Where in the listing does the string "Халел" appear? Copy every line that holds it.

**********

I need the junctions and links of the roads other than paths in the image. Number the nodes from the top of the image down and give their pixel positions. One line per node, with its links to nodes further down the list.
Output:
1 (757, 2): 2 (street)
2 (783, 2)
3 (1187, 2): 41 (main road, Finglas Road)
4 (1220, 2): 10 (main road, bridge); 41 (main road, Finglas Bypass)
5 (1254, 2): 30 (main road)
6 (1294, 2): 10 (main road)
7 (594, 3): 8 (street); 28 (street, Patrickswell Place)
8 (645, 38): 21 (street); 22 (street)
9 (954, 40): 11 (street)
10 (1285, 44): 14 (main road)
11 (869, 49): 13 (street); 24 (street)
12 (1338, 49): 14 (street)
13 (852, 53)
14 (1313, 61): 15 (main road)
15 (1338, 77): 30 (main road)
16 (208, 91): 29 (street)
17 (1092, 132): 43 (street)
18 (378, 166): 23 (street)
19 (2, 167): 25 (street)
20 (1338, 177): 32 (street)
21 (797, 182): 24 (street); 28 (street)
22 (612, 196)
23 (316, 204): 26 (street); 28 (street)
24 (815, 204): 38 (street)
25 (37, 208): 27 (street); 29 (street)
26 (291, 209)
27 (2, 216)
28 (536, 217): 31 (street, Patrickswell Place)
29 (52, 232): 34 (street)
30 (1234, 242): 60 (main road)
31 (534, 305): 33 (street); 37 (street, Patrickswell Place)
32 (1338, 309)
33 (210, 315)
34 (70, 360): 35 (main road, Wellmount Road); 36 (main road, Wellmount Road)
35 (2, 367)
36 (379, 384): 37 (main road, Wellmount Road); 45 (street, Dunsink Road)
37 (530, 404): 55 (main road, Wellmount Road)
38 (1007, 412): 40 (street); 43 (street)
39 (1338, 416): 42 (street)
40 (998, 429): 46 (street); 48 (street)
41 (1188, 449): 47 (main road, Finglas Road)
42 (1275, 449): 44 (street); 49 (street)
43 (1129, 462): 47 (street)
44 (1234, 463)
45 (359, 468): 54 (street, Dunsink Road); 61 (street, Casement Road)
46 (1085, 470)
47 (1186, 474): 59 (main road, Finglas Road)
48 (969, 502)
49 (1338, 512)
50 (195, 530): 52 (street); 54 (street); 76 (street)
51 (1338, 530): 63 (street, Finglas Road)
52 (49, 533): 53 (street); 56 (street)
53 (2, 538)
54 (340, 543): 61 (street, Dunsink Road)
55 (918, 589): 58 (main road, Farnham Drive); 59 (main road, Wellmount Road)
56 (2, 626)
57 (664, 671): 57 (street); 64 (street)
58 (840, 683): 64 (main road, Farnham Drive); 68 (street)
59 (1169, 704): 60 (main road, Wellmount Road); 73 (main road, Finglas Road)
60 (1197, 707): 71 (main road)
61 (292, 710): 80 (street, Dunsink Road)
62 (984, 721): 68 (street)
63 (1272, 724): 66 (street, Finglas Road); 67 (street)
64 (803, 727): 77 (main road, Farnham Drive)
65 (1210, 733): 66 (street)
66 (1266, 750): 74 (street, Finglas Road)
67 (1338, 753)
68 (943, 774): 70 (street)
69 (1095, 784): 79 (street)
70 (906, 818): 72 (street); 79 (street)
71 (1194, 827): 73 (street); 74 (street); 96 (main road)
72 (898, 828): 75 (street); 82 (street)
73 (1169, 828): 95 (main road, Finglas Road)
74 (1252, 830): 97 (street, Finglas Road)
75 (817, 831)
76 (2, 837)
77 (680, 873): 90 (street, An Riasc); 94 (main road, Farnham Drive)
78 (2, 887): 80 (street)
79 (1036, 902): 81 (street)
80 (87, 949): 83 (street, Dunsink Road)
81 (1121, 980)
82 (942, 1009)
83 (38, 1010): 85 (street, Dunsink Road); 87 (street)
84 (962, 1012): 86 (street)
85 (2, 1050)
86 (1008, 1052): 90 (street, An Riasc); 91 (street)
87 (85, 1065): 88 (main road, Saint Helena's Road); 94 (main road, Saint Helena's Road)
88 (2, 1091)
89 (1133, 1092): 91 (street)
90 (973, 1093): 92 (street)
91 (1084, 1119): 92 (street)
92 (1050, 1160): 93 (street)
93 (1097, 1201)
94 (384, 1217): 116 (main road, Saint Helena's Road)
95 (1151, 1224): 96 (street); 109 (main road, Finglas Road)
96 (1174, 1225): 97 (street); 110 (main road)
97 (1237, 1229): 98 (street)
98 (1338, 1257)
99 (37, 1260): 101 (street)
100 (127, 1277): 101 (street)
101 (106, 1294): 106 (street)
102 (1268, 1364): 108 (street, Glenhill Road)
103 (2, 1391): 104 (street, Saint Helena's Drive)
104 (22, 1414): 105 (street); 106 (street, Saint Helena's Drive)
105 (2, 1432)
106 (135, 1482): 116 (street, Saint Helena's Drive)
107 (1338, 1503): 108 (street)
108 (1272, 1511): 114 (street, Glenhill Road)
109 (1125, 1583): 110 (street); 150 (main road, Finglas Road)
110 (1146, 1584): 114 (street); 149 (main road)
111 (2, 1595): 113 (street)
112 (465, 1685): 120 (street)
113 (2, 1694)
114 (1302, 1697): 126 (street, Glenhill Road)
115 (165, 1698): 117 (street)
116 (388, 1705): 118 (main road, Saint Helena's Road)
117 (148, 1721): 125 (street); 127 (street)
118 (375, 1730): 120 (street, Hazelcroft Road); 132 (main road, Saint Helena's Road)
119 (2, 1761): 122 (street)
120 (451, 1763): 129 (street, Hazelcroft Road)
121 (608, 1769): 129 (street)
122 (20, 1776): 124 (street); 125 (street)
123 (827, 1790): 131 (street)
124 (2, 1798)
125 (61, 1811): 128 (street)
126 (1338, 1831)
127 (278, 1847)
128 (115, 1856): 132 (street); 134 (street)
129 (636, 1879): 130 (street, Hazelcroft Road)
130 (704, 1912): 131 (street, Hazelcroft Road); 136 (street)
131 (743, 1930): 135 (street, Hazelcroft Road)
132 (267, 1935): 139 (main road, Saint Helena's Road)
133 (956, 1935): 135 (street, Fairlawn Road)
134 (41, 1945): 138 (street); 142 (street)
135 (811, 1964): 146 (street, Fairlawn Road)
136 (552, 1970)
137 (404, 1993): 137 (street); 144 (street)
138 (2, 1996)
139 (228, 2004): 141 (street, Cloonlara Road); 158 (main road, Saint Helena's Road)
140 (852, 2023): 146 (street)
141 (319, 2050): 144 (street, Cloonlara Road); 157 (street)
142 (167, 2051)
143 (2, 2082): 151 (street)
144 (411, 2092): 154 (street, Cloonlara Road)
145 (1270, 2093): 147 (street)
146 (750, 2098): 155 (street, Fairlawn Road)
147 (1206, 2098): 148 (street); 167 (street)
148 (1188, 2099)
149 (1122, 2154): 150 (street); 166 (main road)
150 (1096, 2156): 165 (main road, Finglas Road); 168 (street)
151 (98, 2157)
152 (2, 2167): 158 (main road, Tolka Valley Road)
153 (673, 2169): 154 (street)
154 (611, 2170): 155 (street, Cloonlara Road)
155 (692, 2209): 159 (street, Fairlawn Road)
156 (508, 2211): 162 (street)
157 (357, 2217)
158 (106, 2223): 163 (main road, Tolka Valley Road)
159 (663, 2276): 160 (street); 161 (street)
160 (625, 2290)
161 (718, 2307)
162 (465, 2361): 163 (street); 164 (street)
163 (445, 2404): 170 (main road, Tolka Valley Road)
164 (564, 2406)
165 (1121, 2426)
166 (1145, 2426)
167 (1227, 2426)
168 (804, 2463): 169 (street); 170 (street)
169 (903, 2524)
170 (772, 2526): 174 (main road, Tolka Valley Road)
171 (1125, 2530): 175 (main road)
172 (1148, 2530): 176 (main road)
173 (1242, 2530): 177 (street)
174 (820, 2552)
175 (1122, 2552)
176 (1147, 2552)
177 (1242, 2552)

**********

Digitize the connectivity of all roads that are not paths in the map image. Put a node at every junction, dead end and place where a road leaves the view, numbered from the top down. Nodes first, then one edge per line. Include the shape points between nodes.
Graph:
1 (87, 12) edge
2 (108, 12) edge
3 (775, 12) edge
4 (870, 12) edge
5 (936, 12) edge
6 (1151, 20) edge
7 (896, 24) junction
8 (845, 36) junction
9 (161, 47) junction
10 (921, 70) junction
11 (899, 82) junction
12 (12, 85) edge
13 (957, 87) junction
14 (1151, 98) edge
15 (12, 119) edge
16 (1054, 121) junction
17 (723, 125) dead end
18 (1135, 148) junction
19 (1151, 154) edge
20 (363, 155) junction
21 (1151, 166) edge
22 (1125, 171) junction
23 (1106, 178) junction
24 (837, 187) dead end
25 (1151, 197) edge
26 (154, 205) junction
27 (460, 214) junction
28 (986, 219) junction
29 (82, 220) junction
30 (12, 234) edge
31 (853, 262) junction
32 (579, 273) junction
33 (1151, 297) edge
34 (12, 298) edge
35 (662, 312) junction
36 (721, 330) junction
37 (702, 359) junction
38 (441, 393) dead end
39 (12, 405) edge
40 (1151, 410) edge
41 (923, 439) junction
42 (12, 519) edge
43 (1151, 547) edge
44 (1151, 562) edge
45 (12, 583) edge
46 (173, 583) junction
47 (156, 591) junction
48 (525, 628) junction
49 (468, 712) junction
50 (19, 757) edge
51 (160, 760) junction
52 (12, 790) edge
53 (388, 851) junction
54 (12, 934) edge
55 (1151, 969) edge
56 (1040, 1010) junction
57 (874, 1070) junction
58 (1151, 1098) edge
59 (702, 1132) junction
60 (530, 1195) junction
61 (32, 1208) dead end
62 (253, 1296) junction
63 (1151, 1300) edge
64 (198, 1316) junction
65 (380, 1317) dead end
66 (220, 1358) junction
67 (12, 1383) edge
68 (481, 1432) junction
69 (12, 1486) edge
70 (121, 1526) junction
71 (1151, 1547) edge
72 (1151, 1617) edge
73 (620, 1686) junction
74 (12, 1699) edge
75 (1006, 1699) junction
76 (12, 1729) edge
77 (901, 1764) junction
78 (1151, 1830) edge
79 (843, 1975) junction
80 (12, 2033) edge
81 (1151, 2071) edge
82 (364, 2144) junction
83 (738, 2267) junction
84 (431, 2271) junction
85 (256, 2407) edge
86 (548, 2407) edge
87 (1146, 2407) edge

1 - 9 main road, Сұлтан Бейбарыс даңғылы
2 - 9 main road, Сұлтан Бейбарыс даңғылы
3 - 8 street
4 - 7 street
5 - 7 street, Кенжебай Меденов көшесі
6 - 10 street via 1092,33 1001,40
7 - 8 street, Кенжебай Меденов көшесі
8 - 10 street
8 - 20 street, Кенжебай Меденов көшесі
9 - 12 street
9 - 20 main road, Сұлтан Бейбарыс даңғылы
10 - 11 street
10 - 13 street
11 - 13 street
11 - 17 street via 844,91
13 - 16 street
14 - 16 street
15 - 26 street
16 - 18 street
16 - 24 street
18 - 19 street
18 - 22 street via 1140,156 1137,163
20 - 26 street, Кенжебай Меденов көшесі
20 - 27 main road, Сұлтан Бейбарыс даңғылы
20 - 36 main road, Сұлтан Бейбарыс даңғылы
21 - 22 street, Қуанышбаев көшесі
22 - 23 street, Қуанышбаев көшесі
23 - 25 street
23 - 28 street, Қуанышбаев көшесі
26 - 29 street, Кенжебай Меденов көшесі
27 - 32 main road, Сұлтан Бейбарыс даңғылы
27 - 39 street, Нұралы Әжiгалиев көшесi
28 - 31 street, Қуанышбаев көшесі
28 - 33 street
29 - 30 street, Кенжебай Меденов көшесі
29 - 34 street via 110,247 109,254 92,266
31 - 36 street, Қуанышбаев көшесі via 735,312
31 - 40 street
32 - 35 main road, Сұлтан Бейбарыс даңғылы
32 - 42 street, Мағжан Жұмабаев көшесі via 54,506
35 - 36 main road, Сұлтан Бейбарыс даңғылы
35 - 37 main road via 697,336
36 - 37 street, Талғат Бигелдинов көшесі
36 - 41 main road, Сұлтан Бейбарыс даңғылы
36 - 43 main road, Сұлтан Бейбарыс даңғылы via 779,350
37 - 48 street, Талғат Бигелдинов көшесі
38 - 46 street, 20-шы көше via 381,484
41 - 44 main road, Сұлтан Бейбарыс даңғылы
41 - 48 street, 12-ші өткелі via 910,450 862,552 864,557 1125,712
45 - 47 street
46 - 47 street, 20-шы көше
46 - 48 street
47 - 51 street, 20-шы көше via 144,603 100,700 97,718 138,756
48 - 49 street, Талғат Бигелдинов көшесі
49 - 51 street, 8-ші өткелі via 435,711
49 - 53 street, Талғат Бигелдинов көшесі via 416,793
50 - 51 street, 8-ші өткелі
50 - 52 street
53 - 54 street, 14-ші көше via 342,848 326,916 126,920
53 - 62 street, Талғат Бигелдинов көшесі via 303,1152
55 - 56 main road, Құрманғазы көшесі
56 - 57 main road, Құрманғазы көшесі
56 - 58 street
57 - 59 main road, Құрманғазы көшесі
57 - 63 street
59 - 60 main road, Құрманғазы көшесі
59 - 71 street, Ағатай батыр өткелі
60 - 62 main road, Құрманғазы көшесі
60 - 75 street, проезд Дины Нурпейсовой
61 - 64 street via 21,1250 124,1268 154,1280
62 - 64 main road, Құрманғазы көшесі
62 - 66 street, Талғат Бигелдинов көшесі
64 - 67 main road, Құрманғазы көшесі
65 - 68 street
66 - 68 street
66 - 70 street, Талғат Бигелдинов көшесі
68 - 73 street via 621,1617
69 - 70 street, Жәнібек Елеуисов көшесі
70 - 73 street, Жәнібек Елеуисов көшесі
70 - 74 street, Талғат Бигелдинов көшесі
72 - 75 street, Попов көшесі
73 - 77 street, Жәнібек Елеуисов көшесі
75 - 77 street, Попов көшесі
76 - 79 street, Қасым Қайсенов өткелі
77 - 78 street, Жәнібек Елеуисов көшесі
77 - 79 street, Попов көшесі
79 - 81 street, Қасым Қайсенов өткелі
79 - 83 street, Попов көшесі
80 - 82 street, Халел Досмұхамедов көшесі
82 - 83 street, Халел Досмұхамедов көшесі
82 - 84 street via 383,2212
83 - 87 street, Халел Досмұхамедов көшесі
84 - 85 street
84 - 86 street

**********

**Answer to this exercise**
80 - 82 street, Халел Досмұхамедов көшесі
82 - 83 street, Халел Досмұхамедов көшесі
83 - 87 street, Халел Досмұхамедов көшесі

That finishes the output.